Il supporto ai ragazzi di Casal Del Marmo

Infine Pasquale Prencipe e Francesca Stanizzi riferiscono dell’esperienza del nuovo sportello di Antigone all’Istituto penale minorile di Casal del Marmo a Roma, in cui al 30 aprile scorso «erano presenti 57 ragazzi, di cui 5 di 14-15 anni, 32 di 16-17 anni, 16 di 18-20 anni, 4 di 21-24 anni. A maggio 2025 erano presenti 16 funzionari della professionalità pedagogica (educatori).
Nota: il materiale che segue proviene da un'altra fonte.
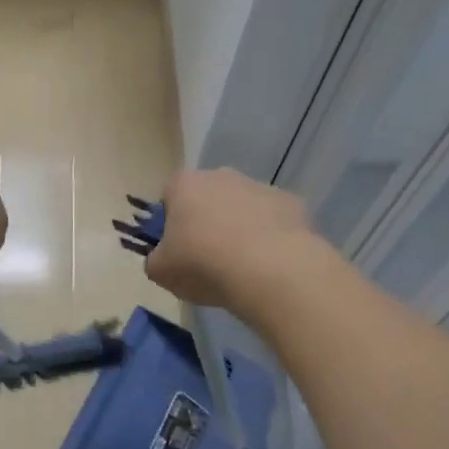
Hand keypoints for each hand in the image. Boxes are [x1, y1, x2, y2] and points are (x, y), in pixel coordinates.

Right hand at [144, 168, 320, 315]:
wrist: (273, 272)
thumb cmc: (205, 264)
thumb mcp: (161, 271)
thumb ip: (156, 259)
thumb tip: (164, 258)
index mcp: (184, 184)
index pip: (168, 197)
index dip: (170, 224)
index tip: (177, 250)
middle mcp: (220, 176)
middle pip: (207, 198)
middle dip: (206, 222)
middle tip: (209, 259)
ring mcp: (259, 186)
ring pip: (242, 207)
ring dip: (239, 229)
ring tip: (244, 267)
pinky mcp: (292, 203)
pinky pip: (273, 220)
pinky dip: (270, 237)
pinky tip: (271, 264)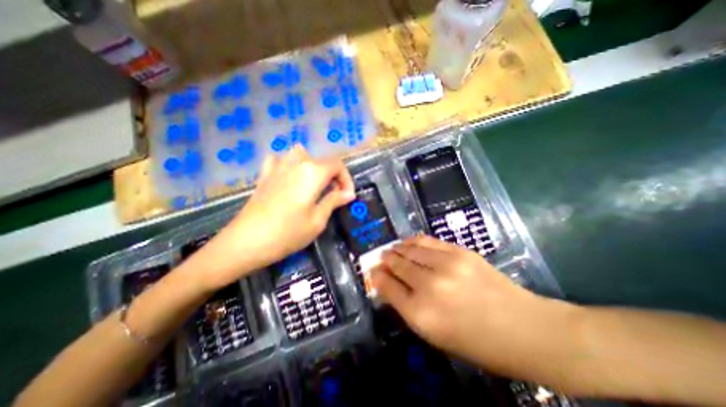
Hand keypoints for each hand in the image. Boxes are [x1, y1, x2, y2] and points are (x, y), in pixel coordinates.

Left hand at [193, 145, 351, 290]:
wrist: (246, 242)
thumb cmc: (288, 233)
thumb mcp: (318, 220)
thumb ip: (334, 201)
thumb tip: (349, 194)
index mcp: (313, 172)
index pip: (338, 165)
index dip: (347, 180)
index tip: (347, 196)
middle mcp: (297, 163)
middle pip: (322, 160)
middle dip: (333, 176)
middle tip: (334, 195)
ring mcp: (278, 166)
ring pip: (301, 155)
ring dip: (313, 167)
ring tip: (314, 184)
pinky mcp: (265, 174)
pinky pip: (280, 160)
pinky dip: (289, 165)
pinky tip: (289, 179)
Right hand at [373, 235, 551, 371]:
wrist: (523, 328)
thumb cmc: (476, 341)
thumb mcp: (434, 333)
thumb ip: (407, 306)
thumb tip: (388, 284)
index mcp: (420, 314)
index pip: (387, 287)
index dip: (377, 277)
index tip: (372, 271)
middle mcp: (429, 286)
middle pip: (397, 265)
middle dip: (385, 260)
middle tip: (381, 257)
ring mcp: (445, 265)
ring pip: (410, 250)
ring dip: (397, 248)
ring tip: (392, 248)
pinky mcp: (459, 252)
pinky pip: (427, 241)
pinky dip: (413, 240)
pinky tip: (408, 242)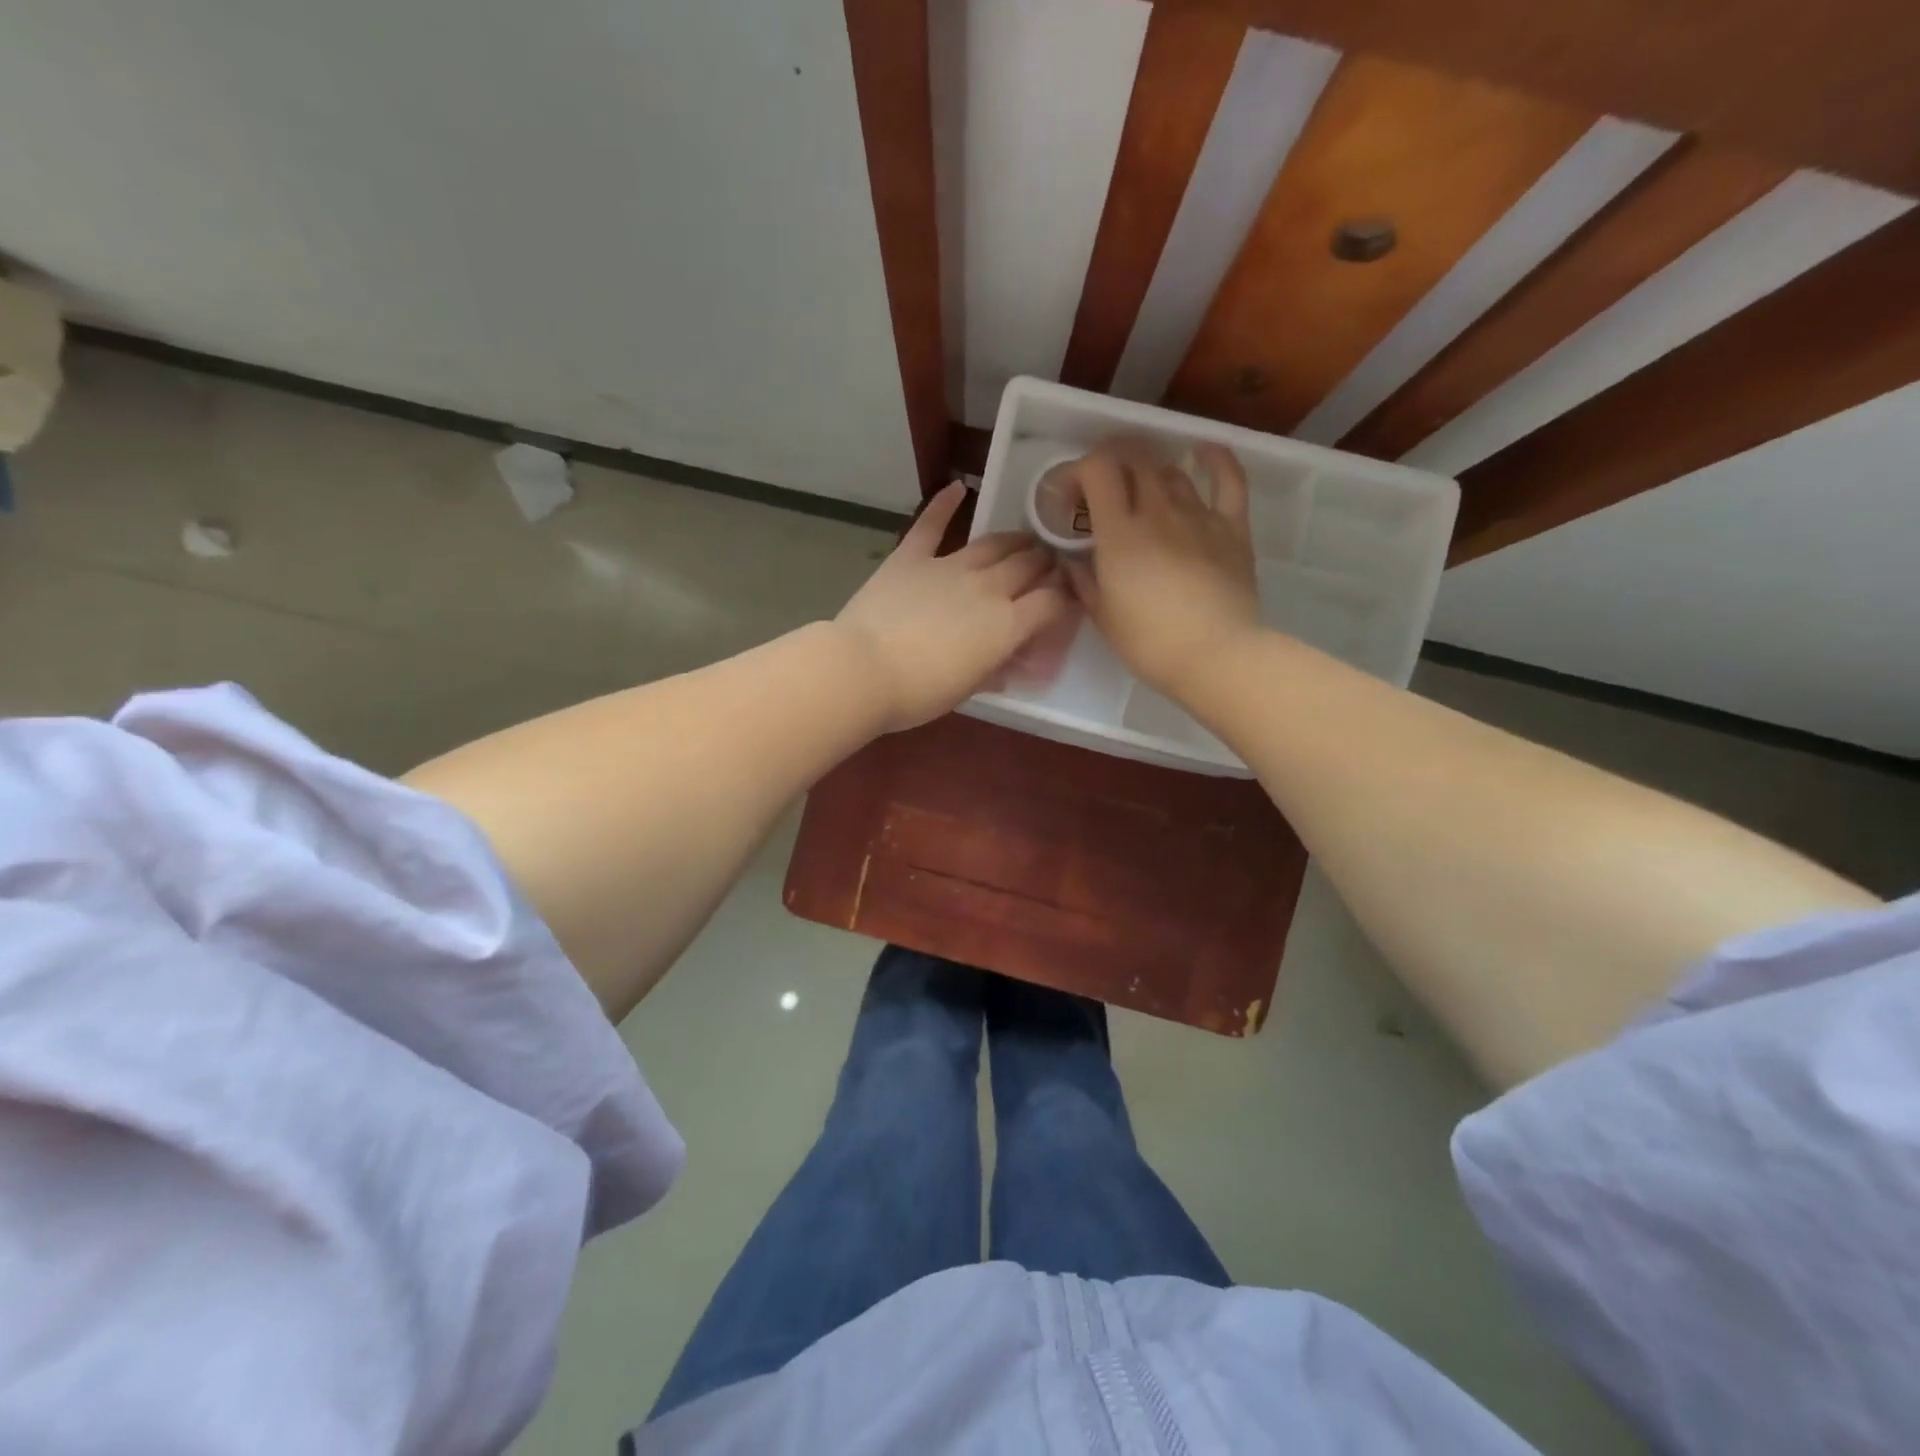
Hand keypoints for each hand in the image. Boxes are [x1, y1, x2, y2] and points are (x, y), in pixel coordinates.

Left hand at [835, 482, 1072, 731]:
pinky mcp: (911, 557)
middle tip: (1048, 564)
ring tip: (1024, 539)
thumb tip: (1012, 660)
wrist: (863, 670)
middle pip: (1029, 565)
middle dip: (1045, 563)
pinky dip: (944, 504)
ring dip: (1014, 540)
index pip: (1052, 601)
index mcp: (1007, 625)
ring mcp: (948, 567)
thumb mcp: (969, 689)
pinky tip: (957, 487)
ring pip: (993, 544)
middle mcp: (987, 588)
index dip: (1066, 596)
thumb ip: (996, 668)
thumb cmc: (919, 692)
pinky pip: (931, 525)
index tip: (1069, 596)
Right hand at [1062, 440, 1261, 696]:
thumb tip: (1074, 563)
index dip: (1080, 471)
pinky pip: (1228, 479)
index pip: (1098, 471)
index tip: (1072, 495)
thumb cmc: (1150, 644)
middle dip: (1112, 464)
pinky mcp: (1232, 527)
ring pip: (1171, 472)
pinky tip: (1203, 452)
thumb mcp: (1103, 617)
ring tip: (1141, 491)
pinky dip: (1215, 458)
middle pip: (1134, 461)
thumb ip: (1084, 583)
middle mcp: (1158, 512)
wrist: (1215, 656)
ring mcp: (1198, 515)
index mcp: (1119, 533)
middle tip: (1102, 488)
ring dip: (1150, 473)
L’associazione FuoriRiga – che si occupa della gestione della biblioteca – «ha avviato un corso di scrittura creativa per le ragazze e, inoltre, ha assegnato due borse di lavoro di 300 ore a due ragazzi. I lavori interni vengono attribuiti ai ragazzi e alle ragazze su turnazione, al fine di consentire a tutti di percepire una piccola somma di denaro». Inoltre è stato creato uno Sportello di informazione legale e di accompagnamento al rilascio gestito da Antigone: «Gli operatori entrano regolarmente in Istituto da novembre 2024, collaborando costantemente con l’area educativa e incontrando i ragazzi ristretti. La volontà di attivare uno sportello di questo tipo ha riscontrato da subito l’entusiasmo tanto della direzione quanto dell’area educativa, che contavano e contano molto sul supporto che Antigone può offrire, ciò soprattutto nella gestione delle problematiche burocratiche che coinvolgono i ragazzi stranieri (tra il 70% e il 75%); tra questi, la maggior parte sono minori stranieri non accompagnati». Lo scorso anno si sono verificati «numerosi atti di protesta da parte dei ragazzi ristretti, spesso nati come manifestazioni del disagio detentivo o di carenze. I ragazzi, ad esempio, sono rimasti senza riscaldamento per buona parte dell’inverno. Stupisce il mancato celere intervento nel ristabilire una condizione adeguata, motivato anche dalla carenza di risorse economiche. Si preferisce, in ogni caso, lasciare i ragazzi a coprirsi con tutto ciò che hanno a disposizione (giacche, giubbotti e persino accappatoi) piuttosto che intervenire per risolvere il problema».